Material provided>

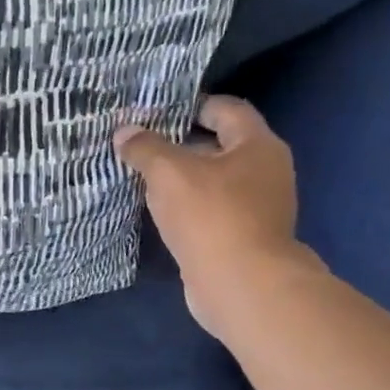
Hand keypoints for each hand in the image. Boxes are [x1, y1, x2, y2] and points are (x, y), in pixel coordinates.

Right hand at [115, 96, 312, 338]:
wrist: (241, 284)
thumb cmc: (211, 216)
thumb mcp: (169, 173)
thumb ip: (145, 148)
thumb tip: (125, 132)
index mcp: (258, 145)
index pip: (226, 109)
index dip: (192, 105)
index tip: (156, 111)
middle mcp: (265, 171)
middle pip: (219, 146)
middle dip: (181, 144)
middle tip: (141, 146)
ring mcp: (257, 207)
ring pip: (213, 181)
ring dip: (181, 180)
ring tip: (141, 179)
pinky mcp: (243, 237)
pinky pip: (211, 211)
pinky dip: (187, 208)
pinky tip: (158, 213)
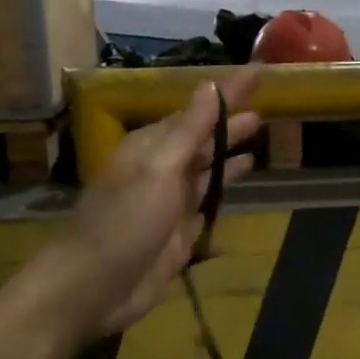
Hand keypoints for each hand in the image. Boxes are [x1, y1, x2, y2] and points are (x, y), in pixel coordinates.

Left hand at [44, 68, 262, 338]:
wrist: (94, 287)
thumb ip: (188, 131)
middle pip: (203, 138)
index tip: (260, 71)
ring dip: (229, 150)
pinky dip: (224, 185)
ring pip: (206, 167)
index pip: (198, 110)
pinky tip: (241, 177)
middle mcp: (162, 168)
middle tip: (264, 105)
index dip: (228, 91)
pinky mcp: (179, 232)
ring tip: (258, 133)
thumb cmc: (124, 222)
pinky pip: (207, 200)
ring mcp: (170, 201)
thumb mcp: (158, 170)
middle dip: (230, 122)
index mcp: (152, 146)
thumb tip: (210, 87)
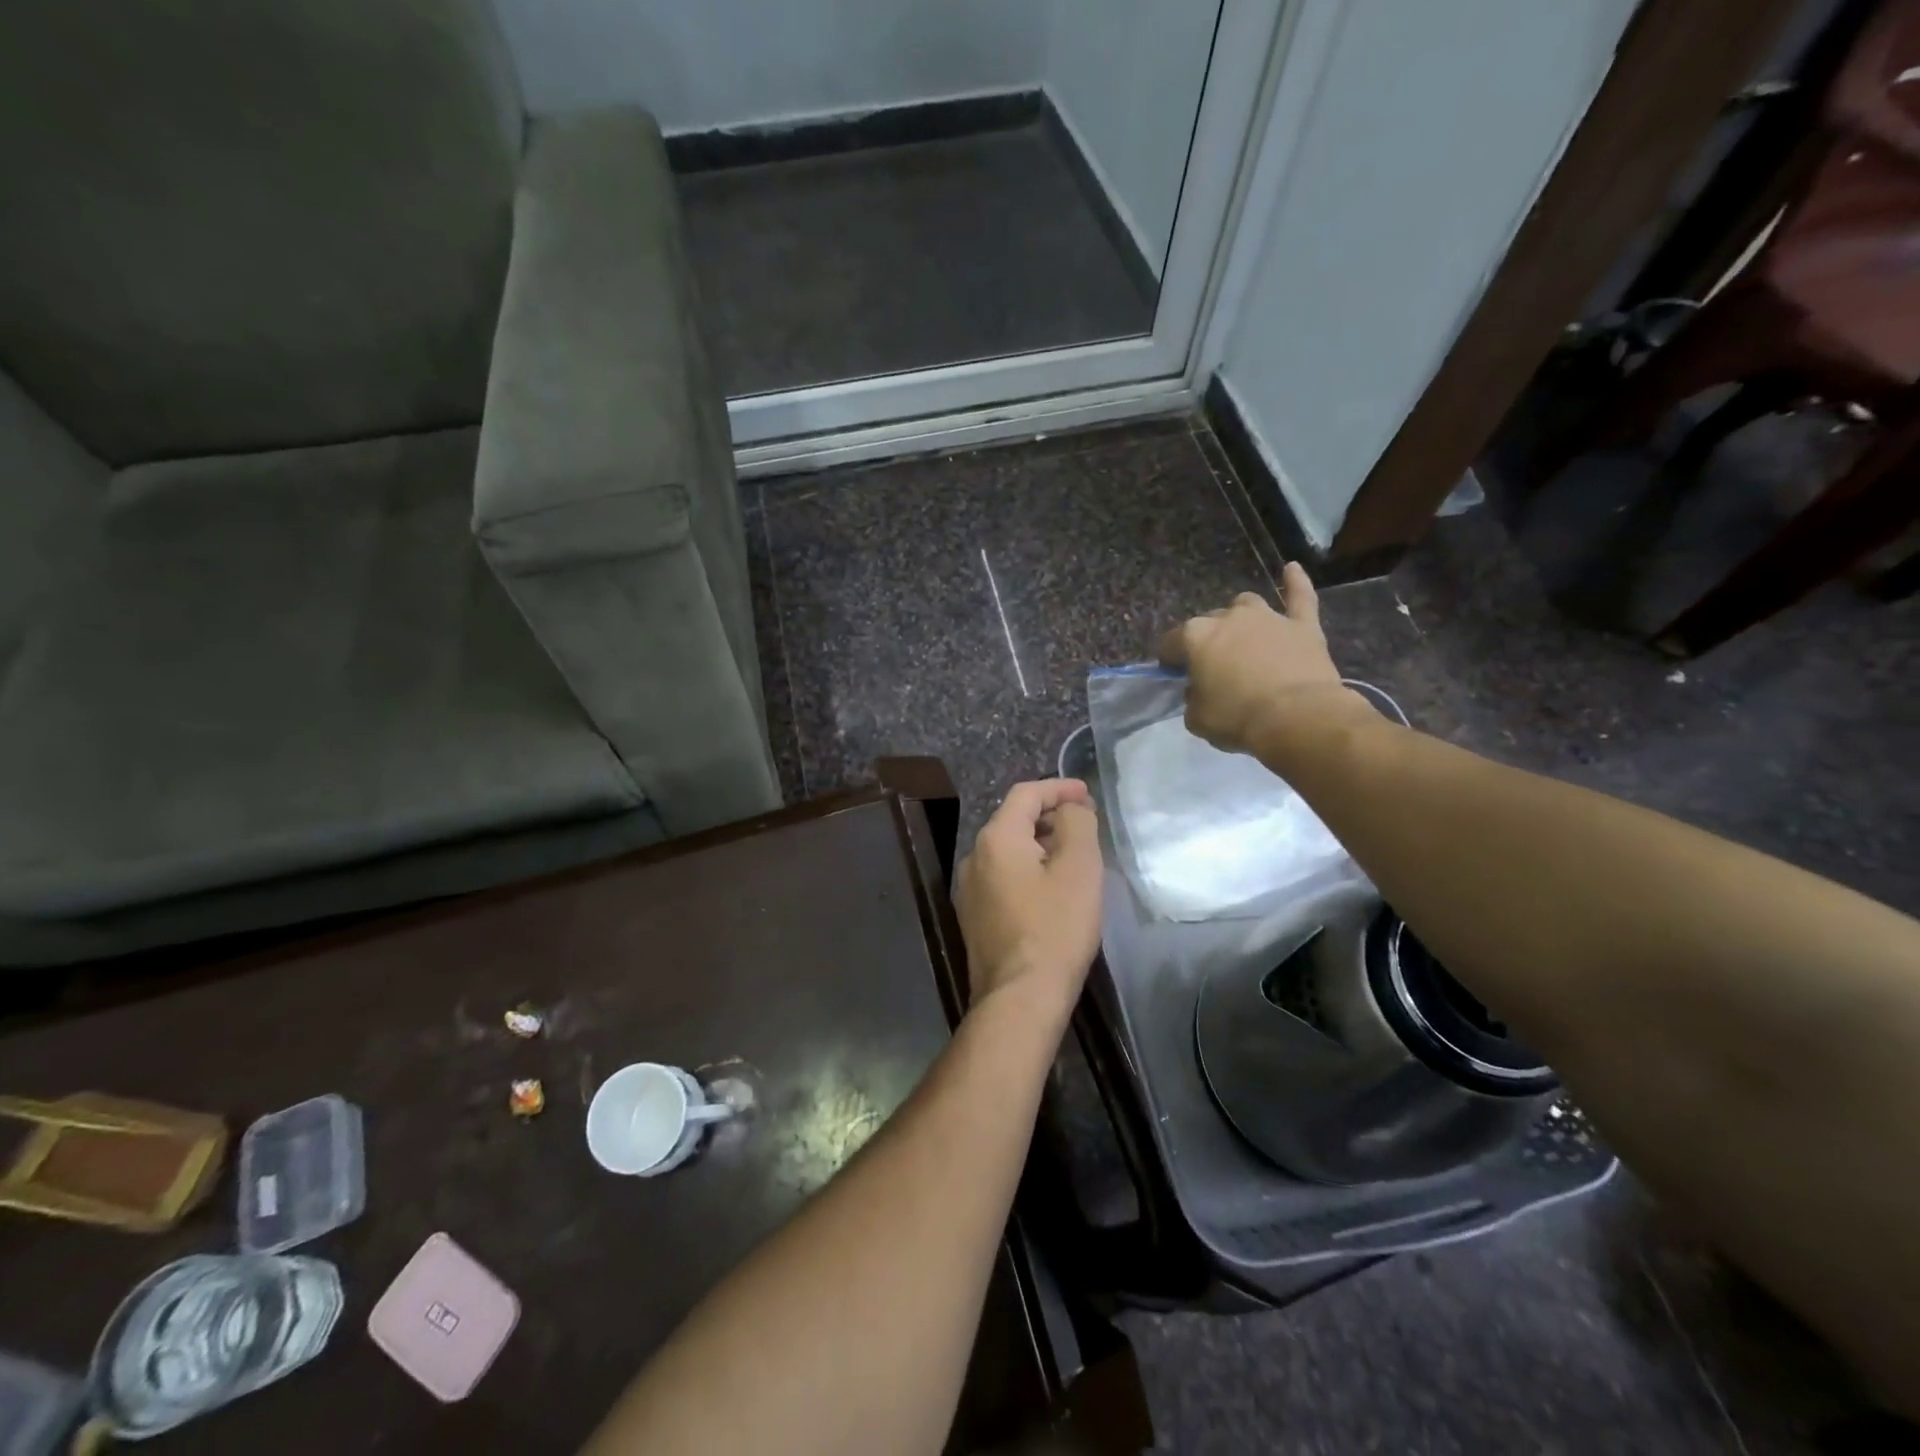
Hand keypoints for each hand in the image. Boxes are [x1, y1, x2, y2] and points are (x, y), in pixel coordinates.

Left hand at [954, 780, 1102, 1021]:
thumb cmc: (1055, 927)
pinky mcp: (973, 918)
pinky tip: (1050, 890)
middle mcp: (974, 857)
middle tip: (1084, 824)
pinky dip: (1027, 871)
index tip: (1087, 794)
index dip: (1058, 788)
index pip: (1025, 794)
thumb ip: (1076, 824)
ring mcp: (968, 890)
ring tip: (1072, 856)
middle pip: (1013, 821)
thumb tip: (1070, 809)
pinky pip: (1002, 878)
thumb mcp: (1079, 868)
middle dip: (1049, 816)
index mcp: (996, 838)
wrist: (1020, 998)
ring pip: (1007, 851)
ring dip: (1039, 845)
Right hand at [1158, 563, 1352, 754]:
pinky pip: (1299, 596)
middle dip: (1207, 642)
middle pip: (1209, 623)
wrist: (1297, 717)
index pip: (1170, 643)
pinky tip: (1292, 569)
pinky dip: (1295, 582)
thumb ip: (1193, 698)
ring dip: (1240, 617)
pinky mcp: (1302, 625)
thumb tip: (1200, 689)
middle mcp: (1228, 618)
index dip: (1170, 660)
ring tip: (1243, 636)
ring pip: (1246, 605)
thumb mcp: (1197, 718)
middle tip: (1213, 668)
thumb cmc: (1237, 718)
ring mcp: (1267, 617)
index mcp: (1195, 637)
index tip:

What you need to do>
Would you retype the lines above from the one with "middle tip: (1084, 824)" down to the one with "pinky mcp: (1302, 625)", word for word, both ends included and no other lines?

Output below>
middle tip: (1084, 824)
pinky dip: (1027, 871)
index tip: (1087, 794)
index dip: (1058, 788)
index pip: (1025, 794)
thumb ip: (1076, 824)
ring mcp: (968, 890)
ring tip: (1072, 856)
middle pip: (1013, 821)
thumb tip: (1070, 809)
pinky pip: (1002, 878)
thumb mcp: (1079, 868)
middle dip: (1049, 816)
index mcp: (996, 838)
wrist: (1020, 998)
ring pip: (1007, 851)
ring dip: (1039, 845)
Right hand at [1158, 563, 1352, 754]:
pinky pip: (1299, 596)
middle dip: (1207, 642)
middle pip: (1209, 623)
wrist: (1297, 717)
index pip: (1170, 643)
pinky tip: (1292, 569)
pinky dip: (1295, 582)
thumb ip: (1193, 698)
ring dip: (1240, 617)
pinky mcp: (1302, 625)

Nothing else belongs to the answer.